HATERS ARE GOING TO HATE
“Love him or hate him, you don’t know him.” This is one of the taglines of Dinesh D’ Souza’s “2016: Obama’s America.” D’Souza does an extensive on screen investigation into Obama’s youth and foreign upbringing, suggesting along the way that his socialist presidency derives directly from the influence of his alcoholic, absentee father, the late Barrack Obama Sr., who died in a car crash in 1982. D’Souza says, “We are close linked by our past…but nothing can threaten the future quite as much as the depths of our past.” He claims that Obama’s drive for success was a means to overcompensate the psychological wound he still carries due to being abandoned by his father as a child, and that he utilizes his father’s anti-colonialist, anti-American beliefs in his presidency because of it—to impress the ghost of his father, so to speak. D’Souza aims to further substantiate his theory, quoting Obama in voice over from his autobiography, “Dreams from my Father,” in which the passages convey a reverence for the father he hardly knew.
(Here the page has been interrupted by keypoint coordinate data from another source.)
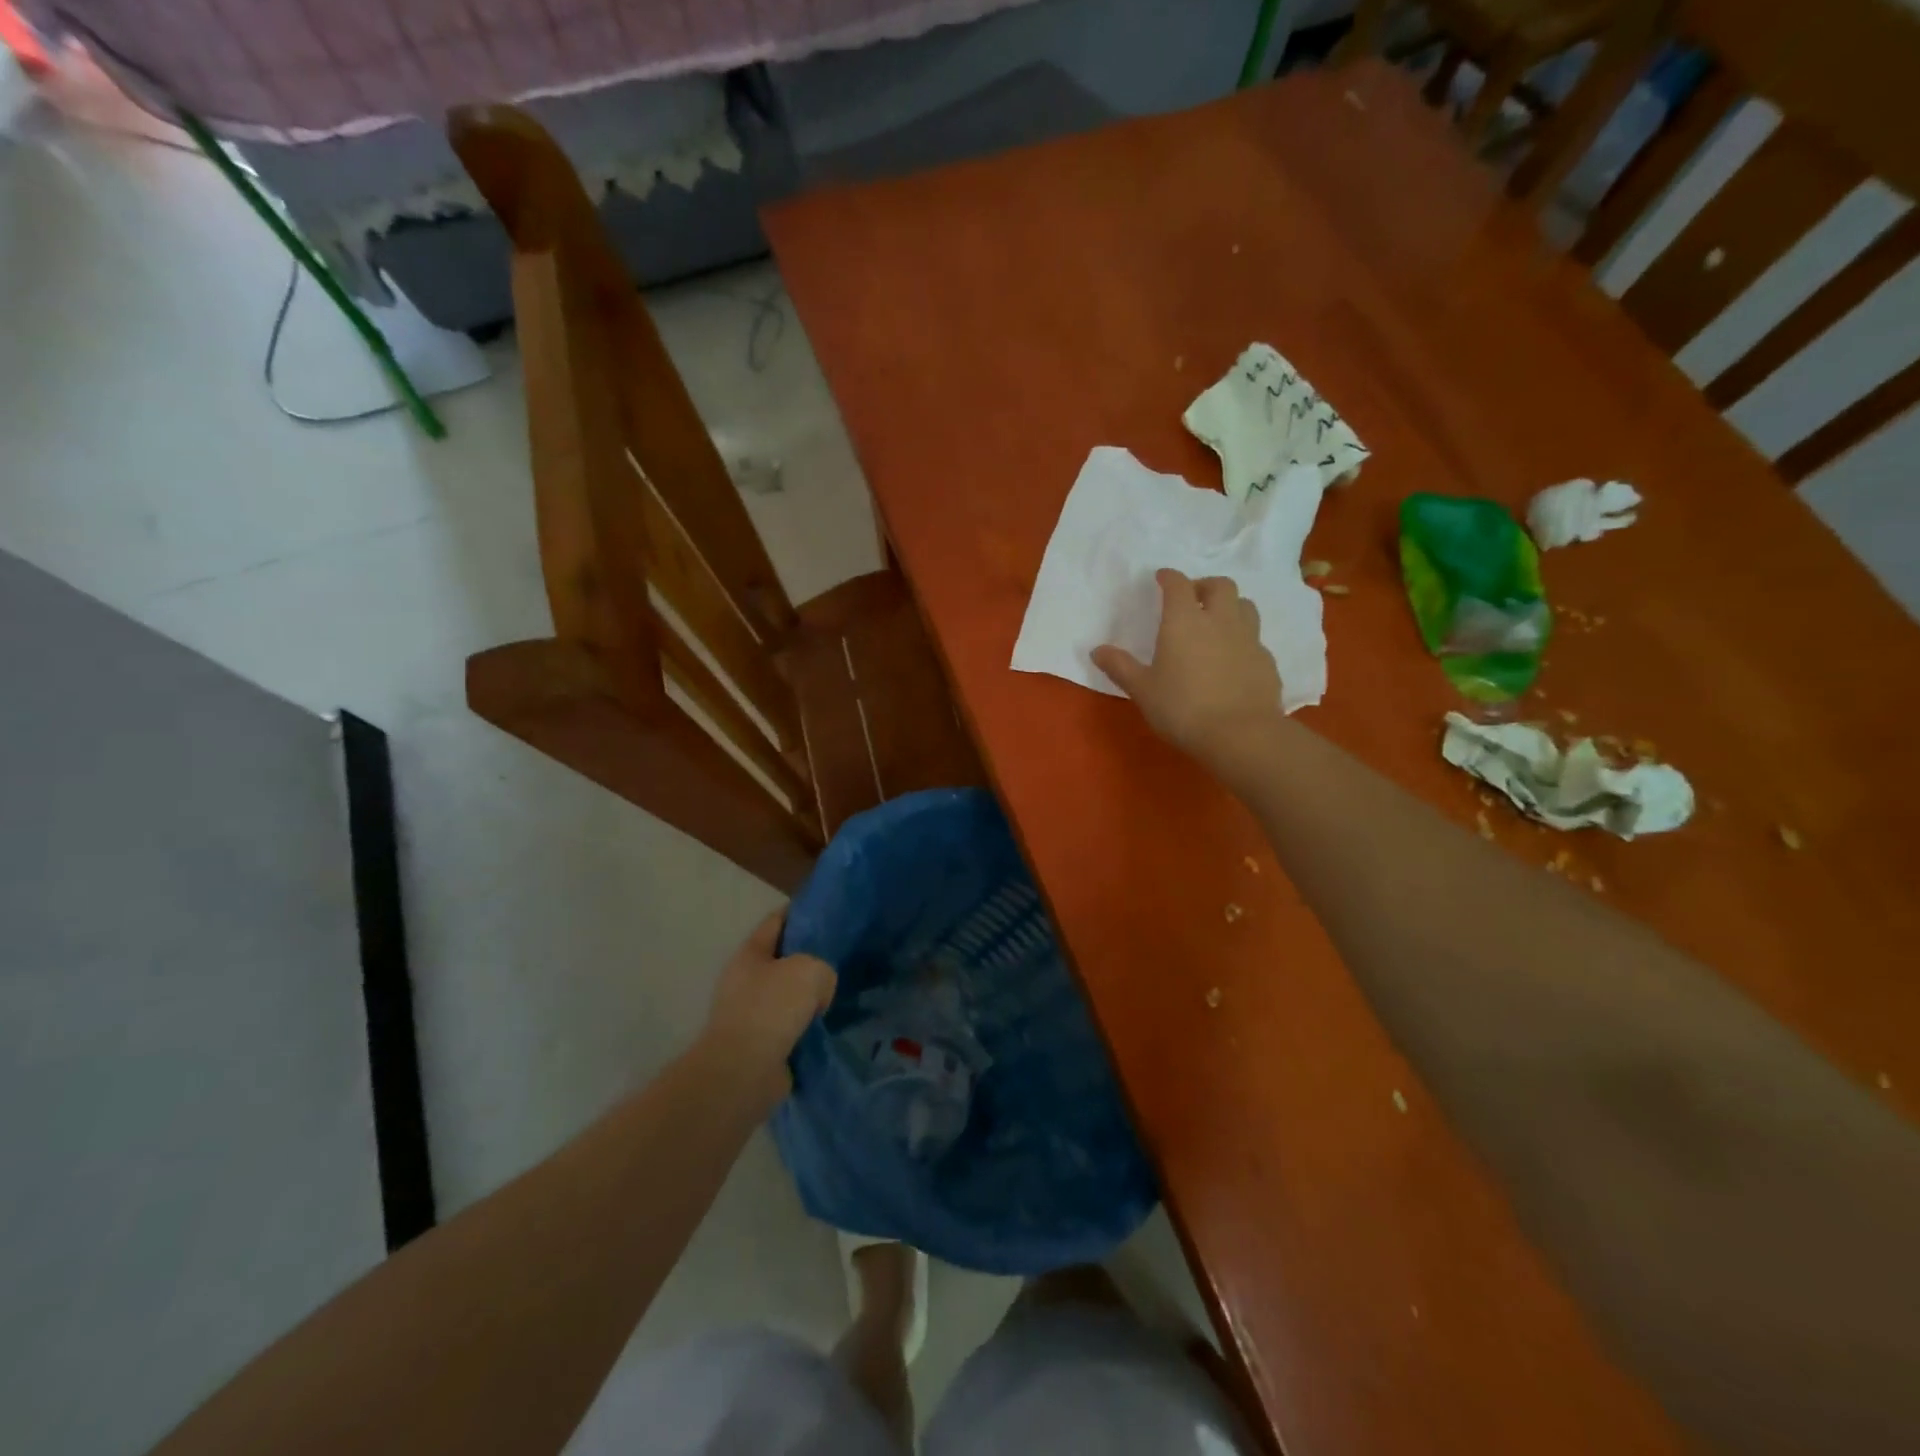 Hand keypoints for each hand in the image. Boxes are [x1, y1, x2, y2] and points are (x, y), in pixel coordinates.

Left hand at [701, 909, 836, 1101]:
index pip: (777, 922)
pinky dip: (806, 1028)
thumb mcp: (810, 970)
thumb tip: (818, 993)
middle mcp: (745, 981)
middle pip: (782, 960)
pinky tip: (829, 1027)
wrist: (743, 1072)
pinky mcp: (758, 1045)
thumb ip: (823, 969)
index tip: (828, 912)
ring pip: (787, 996)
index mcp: (750, 954)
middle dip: (808, 959)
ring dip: (808, 998)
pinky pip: (789, 1028)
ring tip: (839, 995)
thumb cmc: (771, 1009)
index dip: (801, 913)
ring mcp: (749, 1015)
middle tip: (840, 958)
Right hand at [1091, 569, 1282, 778]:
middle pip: (1220, 586)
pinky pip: (1255, 639)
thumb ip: (1120, 667)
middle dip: (1204, 586)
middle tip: (1192, 599)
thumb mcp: (1143, 690)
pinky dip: (1243, 639)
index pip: (1178, 585)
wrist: (1240, 735)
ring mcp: (1249, 639)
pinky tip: (1233, 659)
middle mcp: (1220, 620)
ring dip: (1230, 607)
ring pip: (1245, 606)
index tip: (1162, 578)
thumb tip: (1098, 650)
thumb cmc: (1183, 709)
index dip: (1169, 577)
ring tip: (1216, 623)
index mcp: (1184, 621)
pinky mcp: (1266, 661)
“If Barrack Obama wins a second term, where will we be in 2016?” This is the driving theme behind D’Souza’s obviously propagandist film, highlighting Obama’s failures as our president and predicting the U.S’s inevitable collapse if he stays in office. To not seem so propagandistic, but perhaps genuine, he at first relates to us his trivial similarities with Obama, but soon after this comparison jumps right into his message. A camera pans to multiple citizens, including celebrities, who say how disappointed they are in Obama. Throughout the film D’Souza speaks in voice over like an infomercial citing evidence that Obama’s radical politics in office (he slashes America’s nuclear arsenal, breaks ties with Israel, nationalizes healthcare, and increases the deficit carelessly) is due in large part because of his father’s anti-colonial influence over him. He even goes to visit Obama’s half-brother in Kenya, George Obama, and asks him why his brother hasn’t lifted a finger to help him out of poverty, meanwhile informing the audience he exploits poor countries like these for their lucrative resources.